## About this task
Exact reproduction of all the entries is required, without any of their pictures.

## Data extracts
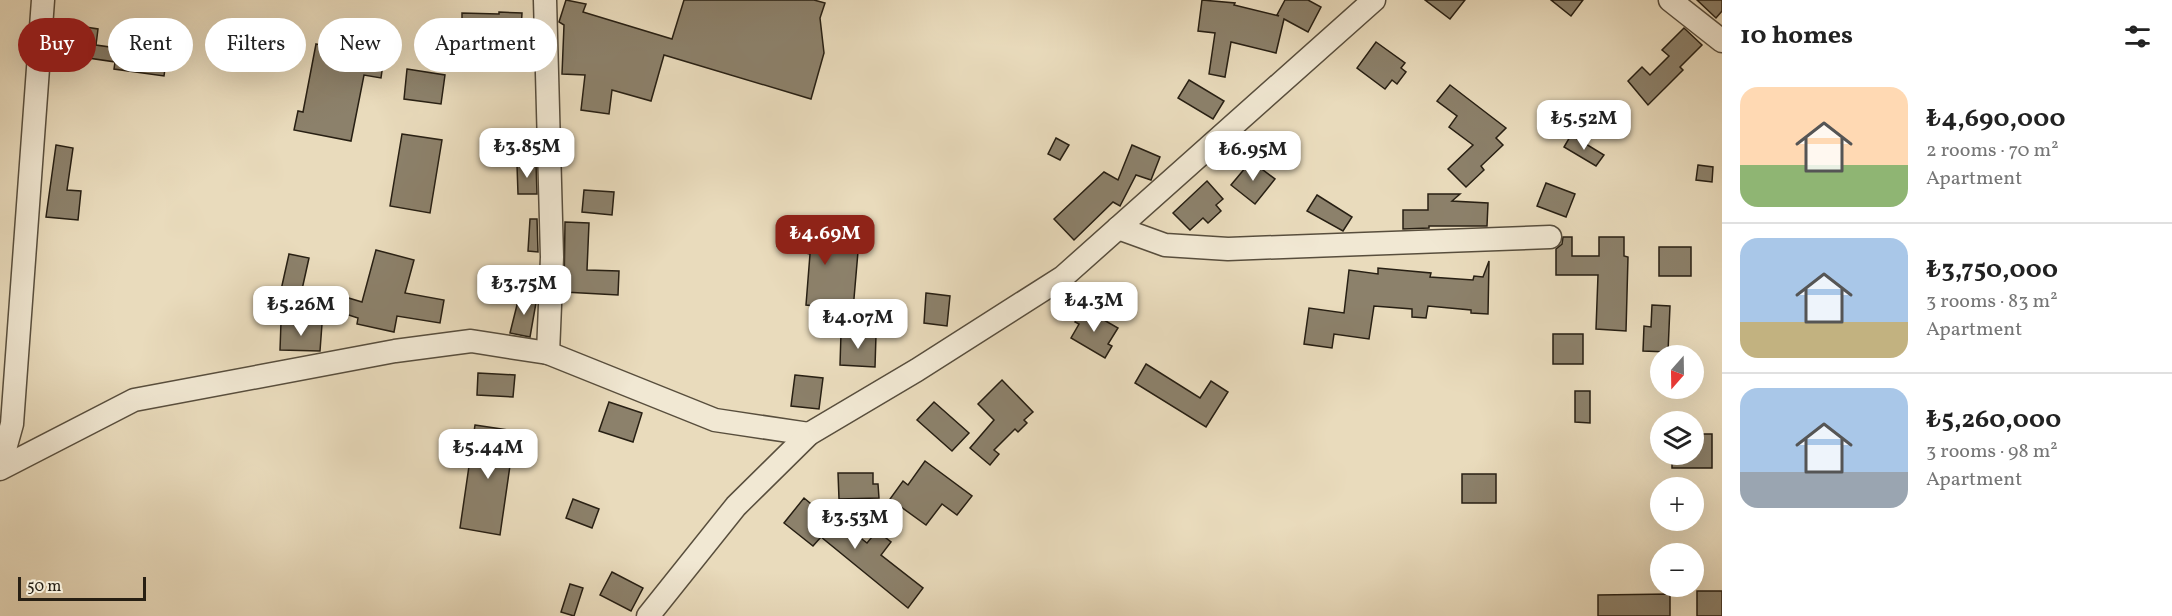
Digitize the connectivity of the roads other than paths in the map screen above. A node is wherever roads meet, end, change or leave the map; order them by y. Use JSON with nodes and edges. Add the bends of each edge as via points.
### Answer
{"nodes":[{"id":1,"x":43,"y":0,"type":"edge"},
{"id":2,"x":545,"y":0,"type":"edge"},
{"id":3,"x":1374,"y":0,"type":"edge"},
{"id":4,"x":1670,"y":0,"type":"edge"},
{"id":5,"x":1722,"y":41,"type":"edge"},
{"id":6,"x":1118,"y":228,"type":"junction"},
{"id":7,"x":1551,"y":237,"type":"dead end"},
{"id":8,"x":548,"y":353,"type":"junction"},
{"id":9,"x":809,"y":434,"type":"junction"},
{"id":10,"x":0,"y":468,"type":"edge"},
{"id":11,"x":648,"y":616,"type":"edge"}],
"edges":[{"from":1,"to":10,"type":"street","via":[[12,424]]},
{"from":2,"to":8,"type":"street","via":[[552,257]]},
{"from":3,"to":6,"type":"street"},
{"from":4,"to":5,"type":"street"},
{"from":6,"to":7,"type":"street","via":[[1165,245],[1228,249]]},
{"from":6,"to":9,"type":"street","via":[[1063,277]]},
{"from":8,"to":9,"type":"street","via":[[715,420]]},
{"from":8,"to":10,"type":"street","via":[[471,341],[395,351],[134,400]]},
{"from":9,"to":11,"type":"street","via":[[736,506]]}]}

## Answer to the exercise
Digitize the connectivity of the roads other than paths in the map screen above. A node is wherever roads meet, end, change or leave the map; order them by y. Use JSON with nodes and edges. Add the bends of each edge as via points.
### Answer
{"nodes":[{"id":1,"x":43,"y":0,"type":"edge"},
{"id":2,"x":545,"y":0,"type":"edge"},
{"id":3,"x":1374,"y":0,"type":"edge"},
{"id":4,"x":1670,"y":0,"type":"edge"},
{"id":5,"x":1722,"y":41,"type":"edge"},
{"id":6,"x":1118,"y":228,"type":"junction"},
{"id":7,"x":1551,"y":237,"type":"dead end"},
{"id":8,"x":548,"y":353,"type":"junction"},
{"id":9,"x":809,"y":434,"type":"junction"},
{"id":10,"x":0,"y":468,"type":"edge"},
{"id":11,"x":648,"y":616,"type":"edge"}],
"edges":[{"from":1,"to":10,"type":"street","via":[[12,424]]},
{"from":2,"to":8,"type":"street","via":[[552,257]]},
{"from":3,"to":6,"type":"street"},
{"from":4,"to":5,"type":"street"},
{"from":6,"to":7,"type":"street","via":[[1165,245],[1228,249]]},
{"from":6,"to":9,"type":"street","via":[[1063,277]]},
{"from":8,"to":9,"type":"street","via":[[715,420]]},
{"from":8,"to":10,"type":"street","via":[[471,341],[395,351],[134,400]]},
{"from":9,"to":11,"type":"street","via":[[736,506]]}]}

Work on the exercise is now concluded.